Task directions. Going through the lines below, tally those that include "roads", and give only the number.

(Stored items)
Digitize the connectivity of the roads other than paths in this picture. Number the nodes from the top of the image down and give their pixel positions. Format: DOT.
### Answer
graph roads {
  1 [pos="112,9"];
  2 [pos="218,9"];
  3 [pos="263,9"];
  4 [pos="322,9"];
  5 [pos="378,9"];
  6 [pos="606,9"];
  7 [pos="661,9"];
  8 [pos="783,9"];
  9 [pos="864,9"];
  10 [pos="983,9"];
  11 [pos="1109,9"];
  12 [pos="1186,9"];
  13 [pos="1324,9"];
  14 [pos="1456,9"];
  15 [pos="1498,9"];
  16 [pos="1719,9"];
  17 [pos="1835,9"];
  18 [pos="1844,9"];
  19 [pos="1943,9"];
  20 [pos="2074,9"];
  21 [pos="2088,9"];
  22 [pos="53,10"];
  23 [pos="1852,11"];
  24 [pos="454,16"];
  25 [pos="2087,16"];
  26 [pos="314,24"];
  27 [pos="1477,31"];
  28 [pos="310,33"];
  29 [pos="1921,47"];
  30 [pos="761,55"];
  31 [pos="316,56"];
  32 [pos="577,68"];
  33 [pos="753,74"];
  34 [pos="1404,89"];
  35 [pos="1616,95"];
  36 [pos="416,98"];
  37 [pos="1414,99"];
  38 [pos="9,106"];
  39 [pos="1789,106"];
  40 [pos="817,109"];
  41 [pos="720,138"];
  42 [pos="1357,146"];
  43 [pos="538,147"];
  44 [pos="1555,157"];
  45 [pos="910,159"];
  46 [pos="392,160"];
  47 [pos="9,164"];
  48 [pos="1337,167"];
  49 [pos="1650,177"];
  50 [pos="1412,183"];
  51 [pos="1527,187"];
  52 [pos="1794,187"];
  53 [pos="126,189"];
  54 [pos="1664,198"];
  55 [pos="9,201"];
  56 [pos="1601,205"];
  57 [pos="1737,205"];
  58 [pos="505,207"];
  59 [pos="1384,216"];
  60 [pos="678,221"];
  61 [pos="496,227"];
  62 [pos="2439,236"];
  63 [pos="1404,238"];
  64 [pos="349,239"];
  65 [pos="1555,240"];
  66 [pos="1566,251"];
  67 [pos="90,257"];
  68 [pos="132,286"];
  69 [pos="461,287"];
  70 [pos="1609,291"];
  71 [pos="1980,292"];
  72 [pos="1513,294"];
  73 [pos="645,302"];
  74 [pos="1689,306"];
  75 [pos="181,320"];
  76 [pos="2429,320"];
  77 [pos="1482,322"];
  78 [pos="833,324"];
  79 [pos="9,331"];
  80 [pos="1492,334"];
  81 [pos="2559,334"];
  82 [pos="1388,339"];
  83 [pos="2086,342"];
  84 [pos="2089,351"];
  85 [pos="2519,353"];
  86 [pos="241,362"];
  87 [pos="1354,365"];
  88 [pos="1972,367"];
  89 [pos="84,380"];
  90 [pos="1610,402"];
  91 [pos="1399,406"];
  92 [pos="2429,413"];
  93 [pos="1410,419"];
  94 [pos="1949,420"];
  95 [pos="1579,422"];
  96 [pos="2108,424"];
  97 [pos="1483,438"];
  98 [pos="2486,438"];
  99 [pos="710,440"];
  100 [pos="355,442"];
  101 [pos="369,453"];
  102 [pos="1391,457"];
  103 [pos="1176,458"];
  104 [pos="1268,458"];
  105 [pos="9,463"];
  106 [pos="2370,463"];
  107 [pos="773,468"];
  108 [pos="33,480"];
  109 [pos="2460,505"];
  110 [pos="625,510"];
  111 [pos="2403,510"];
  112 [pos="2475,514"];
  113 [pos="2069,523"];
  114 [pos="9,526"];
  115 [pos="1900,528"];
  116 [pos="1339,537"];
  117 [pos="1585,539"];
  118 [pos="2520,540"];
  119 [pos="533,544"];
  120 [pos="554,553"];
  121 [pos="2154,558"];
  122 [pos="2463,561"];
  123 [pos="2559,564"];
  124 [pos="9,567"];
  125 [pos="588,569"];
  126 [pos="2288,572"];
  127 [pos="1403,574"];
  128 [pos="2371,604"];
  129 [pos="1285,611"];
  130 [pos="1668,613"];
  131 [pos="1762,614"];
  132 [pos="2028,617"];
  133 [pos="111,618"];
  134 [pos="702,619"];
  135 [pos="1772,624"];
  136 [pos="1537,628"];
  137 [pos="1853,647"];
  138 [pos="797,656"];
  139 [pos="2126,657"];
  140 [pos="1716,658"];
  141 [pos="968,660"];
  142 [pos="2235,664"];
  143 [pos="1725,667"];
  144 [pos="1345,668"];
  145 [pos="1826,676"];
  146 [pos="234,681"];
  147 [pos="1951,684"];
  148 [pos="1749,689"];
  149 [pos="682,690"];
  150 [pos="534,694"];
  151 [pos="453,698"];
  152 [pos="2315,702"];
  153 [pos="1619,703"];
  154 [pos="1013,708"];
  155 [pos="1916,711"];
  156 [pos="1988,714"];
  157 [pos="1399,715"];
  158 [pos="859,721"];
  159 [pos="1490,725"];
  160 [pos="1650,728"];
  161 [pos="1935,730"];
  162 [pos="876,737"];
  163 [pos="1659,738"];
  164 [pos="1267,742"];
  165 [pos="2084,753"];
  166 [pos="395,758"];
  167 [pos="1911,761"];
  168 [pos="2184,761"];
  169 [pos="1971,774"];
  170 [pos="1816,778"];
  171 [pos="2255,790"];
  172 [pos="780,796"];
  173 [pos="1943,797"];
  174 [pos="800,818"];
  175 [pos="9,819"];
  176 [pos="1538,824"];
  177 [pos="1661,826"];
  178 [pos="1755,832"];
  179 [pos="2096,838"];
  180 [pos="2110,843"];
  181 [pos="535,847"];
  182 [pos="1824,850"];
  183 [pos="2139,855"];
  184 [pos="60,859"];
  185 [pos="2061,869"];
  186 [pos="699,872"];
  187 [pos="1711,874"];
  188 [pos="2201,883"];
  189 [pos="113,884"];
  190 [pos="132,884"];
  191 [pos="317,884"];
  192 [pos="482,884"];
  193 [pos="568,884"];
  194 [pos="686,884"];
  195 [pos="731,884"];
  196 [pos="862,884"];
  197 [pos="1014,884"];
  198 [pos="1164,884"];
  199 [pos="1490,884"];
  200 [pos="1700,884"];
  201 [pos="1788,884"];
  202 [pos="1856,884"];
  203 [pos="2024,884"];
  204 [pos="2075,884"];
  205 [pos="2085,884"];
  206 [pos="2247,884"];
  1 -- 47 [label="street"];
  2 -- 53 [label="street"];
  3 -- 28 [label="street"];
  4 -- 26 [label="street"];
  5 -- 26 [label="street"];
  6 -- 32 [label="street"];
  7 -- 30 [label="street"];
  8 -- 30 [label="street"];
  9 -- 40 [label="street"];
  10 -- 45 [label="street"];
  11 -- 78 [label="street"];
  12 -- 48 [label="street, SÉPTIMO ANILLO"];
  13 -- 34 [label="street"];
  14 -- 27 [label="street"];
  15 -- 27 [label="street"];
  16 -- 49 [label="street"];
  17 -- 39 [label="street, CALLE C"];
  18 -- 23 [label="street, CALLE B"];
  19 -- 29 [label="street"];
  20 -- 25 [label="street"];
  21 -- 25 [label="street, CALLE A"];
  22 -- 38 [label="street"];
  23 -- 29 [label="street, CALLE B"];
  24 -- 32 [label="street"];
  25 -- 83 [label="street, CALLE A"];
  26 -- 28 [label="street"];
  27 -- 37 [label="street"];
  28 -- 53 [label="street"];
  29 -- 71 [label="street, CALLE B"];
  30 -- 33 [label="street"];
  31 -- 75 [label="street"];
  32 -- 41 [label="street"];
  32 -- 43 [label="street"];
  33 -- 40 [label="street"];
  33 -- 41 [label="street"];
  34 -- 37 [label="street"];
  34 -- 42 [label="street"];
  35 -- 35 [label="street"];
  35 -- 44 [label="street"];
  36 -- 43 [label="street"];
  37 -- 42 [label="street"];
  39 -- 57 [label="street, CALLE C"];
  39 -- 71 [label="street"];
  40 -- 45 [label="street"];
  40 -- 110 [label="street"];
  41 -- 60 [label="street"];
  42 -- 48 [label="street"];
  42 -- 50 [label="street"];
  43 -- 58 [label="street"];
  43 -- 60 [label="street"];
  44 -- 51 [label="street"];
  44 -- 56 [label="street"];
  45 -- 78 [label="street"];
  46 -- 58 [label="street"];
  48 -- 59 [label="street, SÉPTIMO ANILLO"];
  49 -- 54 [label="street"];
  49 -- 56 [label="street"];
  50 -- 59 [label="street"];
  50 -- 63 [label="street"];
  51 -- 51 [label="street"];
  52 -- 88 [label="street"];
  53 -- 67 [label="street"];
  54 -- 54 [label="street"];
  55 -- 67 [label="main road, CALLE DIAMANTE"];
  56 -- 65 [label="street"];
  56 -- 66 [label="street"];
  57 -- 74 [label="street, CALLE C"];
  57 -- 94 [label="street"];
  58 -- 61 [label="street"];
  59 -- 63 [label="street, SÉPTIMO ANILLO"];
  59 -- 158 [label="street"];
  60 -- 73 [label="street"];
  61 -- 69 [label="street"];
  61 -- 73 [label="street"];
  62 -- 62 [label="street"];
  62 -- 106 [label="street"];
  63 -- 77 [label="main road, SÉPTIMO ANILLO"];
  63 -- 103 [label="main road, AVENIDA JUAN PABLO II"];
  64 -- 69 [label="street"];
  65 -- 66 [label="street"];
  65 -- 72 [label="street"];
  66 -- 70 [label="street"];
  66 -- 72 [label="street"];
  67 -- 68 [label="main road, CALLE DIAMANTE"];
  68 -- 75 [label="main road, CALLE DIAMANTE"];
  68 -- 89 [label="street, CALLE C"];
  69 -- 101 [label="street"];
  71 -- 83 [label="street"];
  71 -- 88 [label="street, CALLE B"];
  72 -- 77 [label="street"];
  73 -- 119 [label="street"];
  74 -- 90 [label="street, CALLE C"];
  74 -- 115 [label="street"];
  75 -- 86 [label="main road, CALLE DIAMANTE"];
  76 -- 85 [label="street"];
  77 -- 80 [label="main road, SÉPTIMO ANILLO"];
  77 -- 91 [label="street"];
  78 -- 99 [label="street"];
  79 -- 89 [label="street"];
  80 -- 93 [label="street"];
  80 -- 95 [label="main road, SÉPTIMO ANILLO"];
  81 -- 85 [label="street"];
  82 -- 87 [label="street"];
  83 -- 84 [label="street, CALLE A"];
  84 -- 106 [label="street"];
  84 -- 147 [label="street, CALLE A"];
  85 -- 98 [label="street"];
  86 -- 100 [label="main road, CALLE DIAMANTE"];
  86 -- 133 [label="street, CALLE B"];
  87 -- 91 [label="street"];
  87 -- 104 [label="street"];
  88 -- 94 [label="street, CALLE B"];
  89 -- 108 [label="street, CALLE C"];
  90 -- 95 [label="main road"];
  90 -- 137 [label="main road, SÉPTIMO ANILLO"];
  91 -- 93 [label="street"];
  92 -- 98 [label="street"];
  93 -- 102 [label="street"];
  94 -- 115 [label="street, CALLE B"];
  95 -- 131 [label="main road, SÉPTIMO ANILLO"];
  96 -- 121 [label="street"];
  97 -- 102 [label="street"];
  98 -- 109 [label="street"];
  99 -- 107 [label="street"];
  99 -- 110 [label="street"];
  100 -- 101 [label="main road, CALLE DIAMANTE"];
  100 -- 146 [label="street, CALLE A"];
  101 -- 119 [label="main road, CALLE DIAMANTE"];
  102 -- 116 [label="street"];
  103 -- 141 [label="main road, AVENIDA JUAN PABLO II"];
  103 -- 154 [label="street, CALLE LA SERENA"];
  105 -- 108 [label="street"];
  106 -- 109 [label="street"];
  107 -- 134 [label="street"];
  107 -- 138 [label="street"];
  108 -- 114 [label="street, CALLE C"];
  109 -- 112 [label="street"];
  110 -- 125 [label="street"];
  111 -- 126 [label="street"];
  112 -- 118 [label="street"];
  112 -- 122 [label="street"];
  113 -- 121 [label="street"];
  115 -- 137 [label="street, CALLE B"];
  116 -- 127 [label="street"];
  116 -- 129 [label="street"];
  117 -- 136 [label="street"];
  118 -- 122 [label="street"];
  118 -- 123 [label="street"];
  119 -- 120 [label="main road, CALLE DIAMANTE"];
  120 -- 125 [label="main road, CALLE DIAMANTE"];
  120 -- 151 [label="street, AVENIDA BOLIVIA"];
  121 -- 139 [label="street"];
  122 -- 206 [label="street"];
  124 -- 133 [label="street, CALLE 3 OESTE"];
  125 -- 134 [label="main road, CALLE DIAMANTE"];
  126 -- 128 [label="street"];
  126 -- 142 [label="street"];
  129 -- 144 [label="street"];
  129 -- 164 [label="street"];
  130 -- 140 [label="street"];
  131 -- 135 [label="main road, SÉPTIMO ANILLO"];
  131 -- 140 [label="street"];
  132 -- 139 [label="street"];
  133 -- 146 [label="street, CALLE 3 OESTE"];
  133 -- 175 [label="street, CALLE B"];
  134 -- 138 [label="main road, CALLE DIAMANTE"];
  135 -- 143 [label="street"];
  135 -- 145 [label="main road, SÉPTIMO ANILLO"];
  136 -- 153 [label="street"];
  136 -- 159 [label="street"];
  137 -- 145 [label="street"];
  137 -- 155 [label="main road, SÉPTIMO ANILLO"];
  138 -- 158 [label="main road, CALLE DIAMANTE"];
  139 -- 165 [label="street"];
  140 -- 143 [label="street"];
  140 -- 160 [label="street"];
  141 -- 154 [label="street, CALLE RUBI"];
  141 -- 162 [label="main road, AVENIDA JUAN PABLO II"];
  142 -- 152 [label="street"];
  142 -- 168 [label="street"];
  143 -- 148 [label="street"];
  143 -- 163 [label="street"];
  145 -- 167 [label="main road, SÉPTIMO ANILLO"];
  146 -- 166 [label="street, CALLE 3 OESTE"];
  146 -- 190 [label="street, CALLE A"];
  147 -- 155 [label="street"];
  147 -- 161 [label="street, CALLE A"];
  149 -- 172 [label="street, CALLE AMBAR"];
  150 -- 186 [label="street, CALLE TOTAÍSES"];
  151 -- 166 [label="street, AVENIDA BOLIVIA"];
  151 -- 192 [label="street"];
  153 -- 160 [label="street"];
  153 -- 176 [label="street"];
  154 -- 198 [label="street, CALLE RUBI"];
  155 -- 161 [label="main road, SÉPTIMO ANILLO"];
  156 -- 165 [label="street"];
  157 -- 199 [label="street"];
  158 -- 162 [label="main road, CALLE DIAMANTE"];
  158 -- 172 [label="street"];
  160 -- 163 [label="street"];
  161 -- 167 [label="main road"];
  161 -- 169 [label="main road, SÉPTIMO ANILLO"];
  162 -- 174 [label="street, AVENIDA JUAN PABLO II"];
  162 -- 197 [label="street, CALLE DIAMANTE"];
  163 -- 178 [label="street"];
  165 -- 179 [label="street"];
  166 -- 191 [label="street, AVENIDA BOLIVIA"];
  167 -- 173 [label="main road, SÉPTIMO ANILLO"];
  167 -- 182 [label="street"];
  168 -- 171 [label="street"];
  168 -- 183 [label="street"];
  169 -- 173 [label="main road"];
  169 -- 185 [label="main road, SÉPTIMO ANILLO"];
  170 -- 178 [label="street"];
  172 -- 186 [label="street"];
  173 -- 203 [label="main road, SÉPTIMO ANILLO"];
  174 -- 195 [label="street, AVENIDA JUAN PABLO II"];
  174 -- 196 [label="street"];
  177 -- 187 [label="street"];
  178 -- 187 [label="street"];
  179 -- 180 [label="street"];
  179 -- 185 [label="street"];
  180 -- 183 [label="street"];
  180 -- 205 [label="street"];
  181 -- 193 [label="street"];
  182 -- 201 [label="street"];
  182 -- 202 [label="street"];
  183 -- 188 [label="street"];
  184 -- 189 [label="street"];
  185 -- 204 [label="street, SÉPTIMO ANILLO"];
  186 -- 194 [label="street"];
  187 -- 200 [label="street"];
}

Written solution. 2